[Stored items]
··········

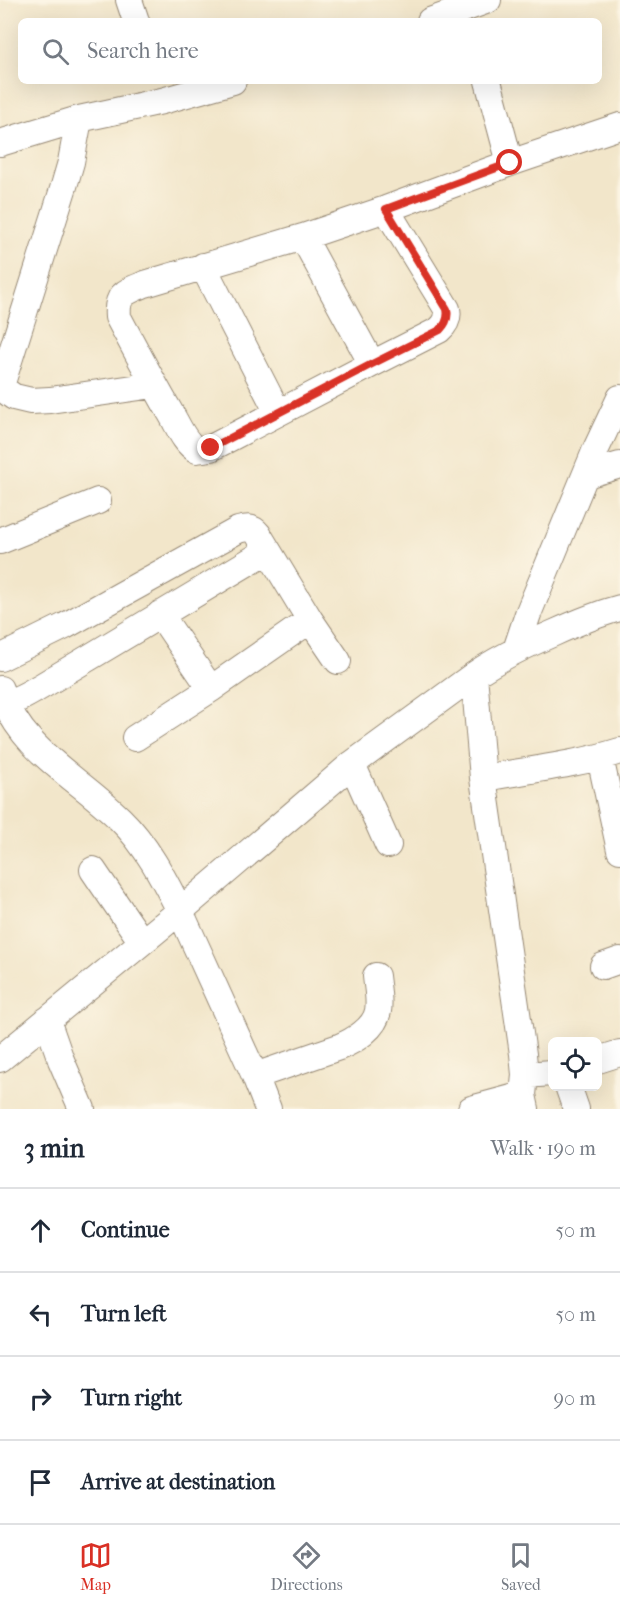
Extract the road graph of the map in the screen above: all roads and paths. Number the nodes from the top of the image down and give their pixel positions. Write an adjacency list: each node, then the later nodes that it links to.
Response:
1 (129, 0): 3 (street)
2 (476, 9): 4 (street)
3 (135, 18)
4 (442, 18)
5 (210, 84): 7 (street)
6 (489, 84): 11 (street)
7 (158, 91): 8 (street)
8 (79, 119): 10 (street); 17 (street)
9 (620, 126): 11 (street)
10 (0, 143)
11 (510, 163): 12 (street)
12 (386, 209): 13 (street); 15 (street)
13 (303, 237): 14 (street); 15 (street)
14 (202, 266): 16 (street); 19 (street)
15 (372, 364): 19 (street)
16 (154, 385): 17 (street); 19 (street)
17 (4, 394)
18 (620, 398): 21 (street)
19 (278, 413)
20 (620, 465): 21 (street)
21 (586, 475): 28 (street)
22 (98, 501): 23 (street)
23 (0, 541)
24 (267, 550): 26 (street); 27 (street); 29 (street)
25 (620, 608): 28 (street)
26 (160, 614): 32 (street); 33 (street)
27 (310, 620): 30 (street); 32 (street)
28 (516, 650): 31 (street)
29 (0, 658)
30 (338, 661)
31 (474, 675): 36 (street); 37 (street)
32 (211, 689): 34 (street)
33 (2, 699): 41 (street)
34 (135, 738)
35 (610, 754): 37 (street); 39 (street)
36 (352, 764): 38 (street); 41 (street)
37 (483, 778): 51 (street)
38 (388, 845)
39 (620, 850)
40 (93, 870): 42 (street)
41 (180, 911): 42 (street); 48 (street)
42 (142, 942): 44 (street)
43 (376, 976): 48 (street)
44 (47, 1020): 47 (street); 52 (street)
45 (620, 1053): 46 (street)
46 (602, 1058)
47 (0, 1059)
48 (255, 1076): 53 (street)
49 (548, 1076): 51 (street)
50 (570, 1091): 55 (street)
51 (525, 1093): 54 (street)
52 (82, 1109)
53 (268, 1109)
54 (471, 1109)
55 (576, 1109)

··········

== WHAT THIS TASK INVOLVES ==
Reproduce all of the data exactly, omitting each picture it holds.

== EXERCISE SOLUTION ==
Extract the road graph of the map in the screen above: all roads and paths. Number the nodes from the top of the image down and give their pixel positions. Write an adjacency list: each node, then the later nodes that it links to.
Response:
1 (129, 0): 3 (street)
2 (476, 9): 4 (street)
3 (135, 18)
4 (442, 18)
5 (210, 84): 7 (street)
6 (489, 84): 11 (street)
7 (158, 91): 8 (street)
8 (79, 119): 10 (street); 17 (street)
9 (620, 126): 11 (street)
10 (0, 143)
11 (510, 163): 12 (street)
12 (386, 209): 13 (street); 15 (street)
13 (303, 237): 14 (street); 15 (street)
14 (202, 266): 16 (street); 19 (street)
15 (372, 364): 19 (street)
16 (154, 385): 17 (street); 19 (street)
17 (4, 394)
18 (620, 398): 21 (street)
19 (278, 413)
20 (620, 465): 21 (street)
21 (586, 475): 28 (street)
22 (98, 501): 23 (street)
23 (0, 541)
24 (267, 550): 26 (street); 27 (street); 29 (street)
25 (620, 608): 28 (street)
26 (160, 614): 32 (street); 33 (street)
27 (310, 620): 30 (street); 32 (street)
28 (516, 650): 31 (street)
29 (0, 658)
30 (338, 661)
31 (474, 675): 36 (street); 37 (street)
32 (211, 689): 34 (street)
33 (2, 699): 41 (street)
34 (135, 738)
35 (610, 754): 37 (street); 39 (street)
36 (352, 764): 38 (street); 41 (street)
37 (483, 778): 51 (street)
38 (388, 845)
39 (620, 850)
40 (93, 870): 42 (street)
41 (180, 911): 42 (street); 48 (street)
42 (142, 942): 44 (street)
43 (376, 976): 48 (street)
44 (47, 1020): 47 (street); 52 (street)
45 (620, 1053): 46 (street)
46 (602, 1058)
47 (0, 1059)
48 (255, 1076): 53 (street)
49 (548, 1076): 51 (street)
50 (570, 1091): 55 (street)
51 (525, 1093): 54 (street)
52 (82, 1109)
53 (268, 1109)
54 (471, 1109)
55 (576, 1109)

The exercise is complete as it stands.